11.                               Amendment of the Plan.

 

The Board may at any time amend or discontinue the Plan and the Committee may at any time amend or cancel any outstanding Deferred Stock Rights for any purpose, including, but not limited to satisfying changes in law or for any other lawful purpose, but no such action shall adversely affect rights under any outstanding Deferred Stock Rights without the holder’s consent.

 

12.                               Notice.

 

Any written notice to the Company required by any of the provisions of the Plan shall be addressed to the Secretary of the Company at 9200 Keystone Crossing, Suite 800, Indianapolis, Indiana 46240 and sent by first class mail/certified mail/overnight courier and shall become effective when it is received by the Secretary, Assistant Secretary, or his or her designees.

 

13.                               Effective Date and Duration of the Plan.

 

(a)                                 Effective Date.  The Plan shall become effective on the date set forth below.

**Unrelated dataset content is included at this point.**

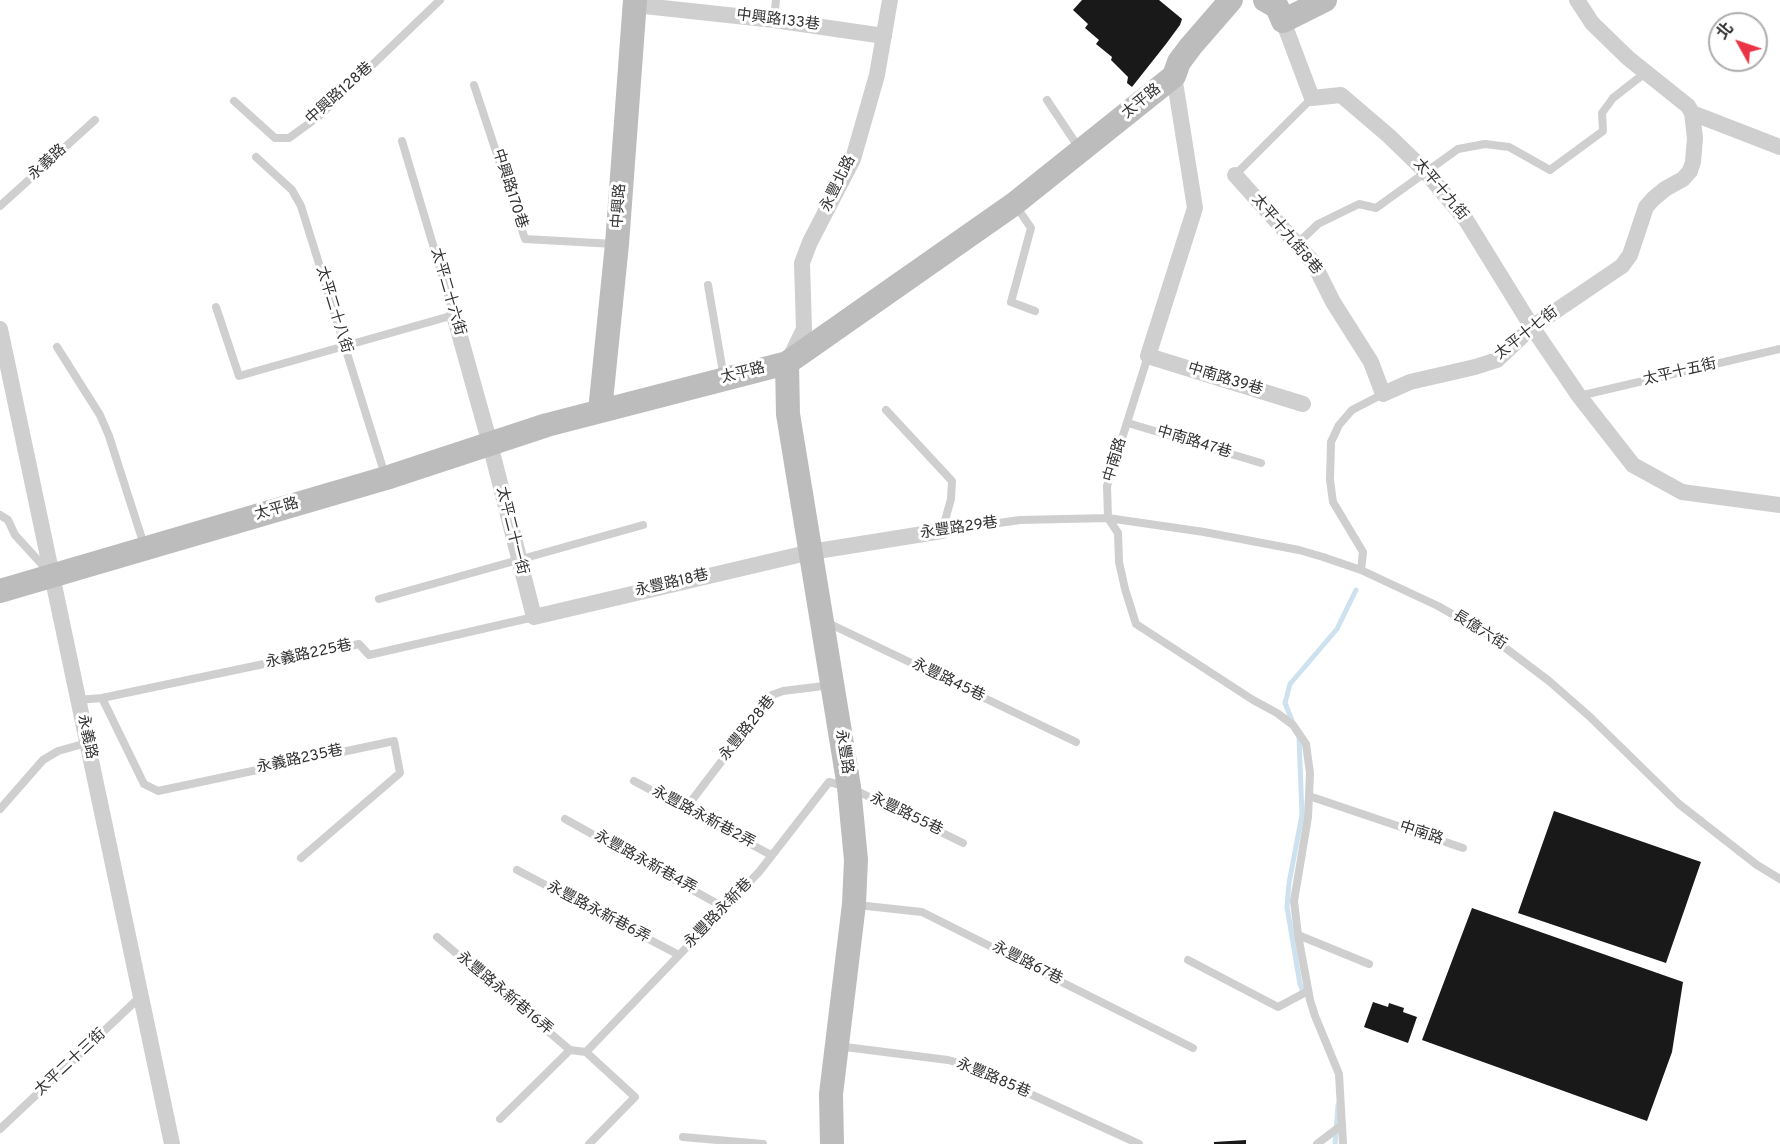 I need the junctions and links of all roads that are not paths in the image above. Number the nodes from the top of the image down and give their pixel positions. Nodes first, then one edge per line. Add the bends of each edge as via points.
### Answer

Amendments to the Plan shall become effective when adopted by the Board of Directors, unless otherwise provided.  No shareholder approval is required to implement this Plan.

 

(b)                                 Termination.  The Plan shall terminate upon the date on which all shares available for issuance, and all cash payable under, the Plan shall have been issued and paid pursuant to the Deferred Stock Rights granted under the Plan.

 

14.                               Miscellaneous

 

(a)                                 Investment Representations.  The Company may require any person to whom a Deferred Stock Right is granted, as a condition of such Deferred Stock Right, to give written assurances in substance and form satisfactory to the Company to the effect that such person is acquiring the Common Stock subject to the Deferred Stock Right for his or her own account for investment and not with any present intention of selling or otherwise distributing the same, and to

 

7



 

such other effects as the Company deems necessary or appropriate in order to comply with federal and applicable state securities laws.

 

(b)                                 Compliance with Securities Laws.  Each Deferred Stock Right shall be subject to the requirements that if, at any time, counsel to the Company shall determine that the listing, registration or qualification of the shares subject to such Deferred Stock Rights upon any securities exchange or under any state or federal law is necessary as a condition of, or in connection with, the issuance or purchase of shares thereunder, such shares may not be issued unless such listing, registration, qualification, consent or approval, or satisfaction of such condition shall have been effected or obtained on conditions acceptable to the Board of Directors.  Nothing herein shall be deemed to require the Company to apply for or to obtain listing, registration or qualification, or to satisfy such condition.

 

(c)                                  Withholding Taxes.  The Company shall have no withholding obligations with respect to Deferred Stock Rights or the issuance of Common Stock under this Plan and each Eligible Director will be responsible for taxes owed under the Plan.  The Company will issue the required information return on Form 1099 as appropriate.